▸ Stored data:
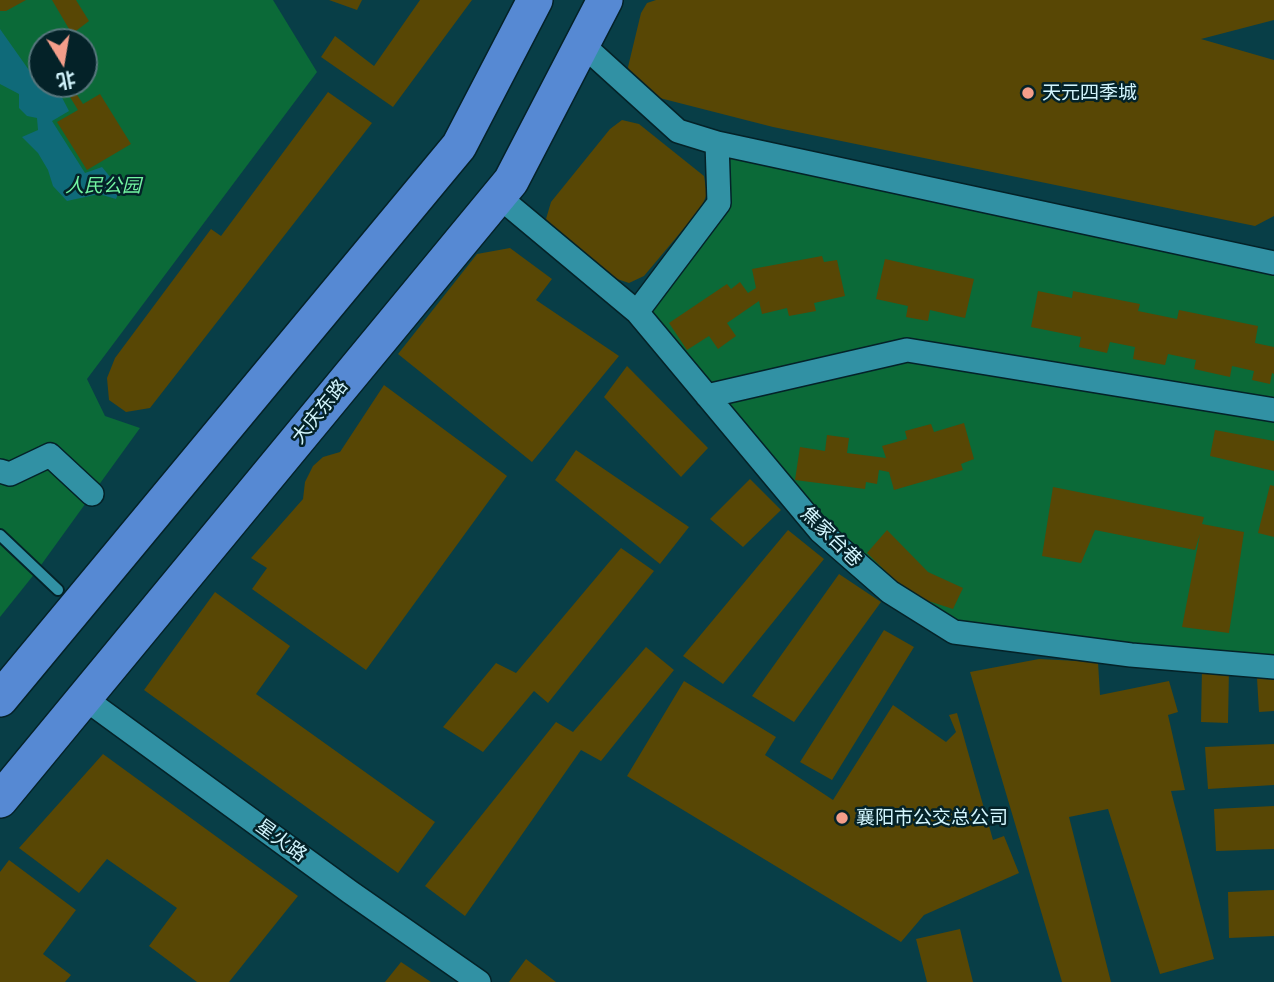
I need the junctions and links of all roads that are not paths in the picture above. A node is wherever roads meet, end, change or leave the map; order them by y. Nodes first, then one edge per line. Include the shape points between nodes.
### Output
1 (535, 0) edge
2 (605, 0) edge
3 (582, 44) junction
4 (716, 143) junction
5 (498, 197) junction
6 (1274, 262) edge
7 (637, 312) junction
8 (707, 396) junction
9 (1274, 410) edge
10 (0, 471) edge
11 (92, 494) dead end
12 (0, 535) edge
13 (58, 590) dead end
14 (1274, 667) edge
15 (84, 698) junction
16 (0, 699) edge
17 (0, 800) edge
18 (479, 982) edge

1 - 16 main road via 458,146
2 - 3 main road, 大庆东路
3 - 4 street via 678,131
3 - 5 main road, 大庆东路 via 511,181
4 - 6 street
4 - 7 street via 719,203
5 - 7 street, 焦家台巷
5 - 15 main road, 大庆东路
7 - 8 street, 焦家台巷
8 - 9 street via 907,350
8 - 14 street, 焦家台巷 via 820,531 890,592 954,632 1131,655
10 - 11 street via 9,474 50,455
12 - 13 lane
15 - 17 main road, 大庆东路
15 - 18 street, 星火路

▸ PROBLEM STATEMENT:
Without carrying over any picture, write out the entries above once more, exactly.

▸ RESULT FOR THIS TASK:
I need the junctions and links of all roads that are not paths in the picture above. A node is wherever roads meet, end, change or leave the map; order them by y. Nodes first, then one edge per line. Include the shape points between nodes.
### Output
1 (535, 0) edge
2 (605, 0) edge
3 (582, 44) junction
4 (716, 143) junction
5 (498, 197) junction
6 (1274, 262) edge
7 (637, 312) junction
8 (707, 396) junction
9 (1274, 410) edge
10 (0, 471) edge
11 (92, 494) dead end
12 (0, 535) edge
13 (58, 590) dead end
14 (1274, 667) edge
15 (84, 698) junction
16 (0, 699) edge
17 (0, 800) edge
18 (479, 982) edge

1 - 16 main road via 458,146
2 - 3 main road, 大庆东路
3 - 4 street via 678,131
3 - 5 main road, 大庆东路 via 511,181
4 - 6 street
4 - 7 street via 719,203
5 - 7 street, 焦家台巷
5 - 15 main road, 大庆东路
7 - 8 street, 焦家台巷
8 - 9 street via 907,350
8 - 14 street, 焦家台巷 via 820,531 890,592 954,632 1131,655
10 - 11 street via 9,474 50,455
12 - 13 lane
15 - 17 main road, 大庆东路
15 - 18 street, 星火路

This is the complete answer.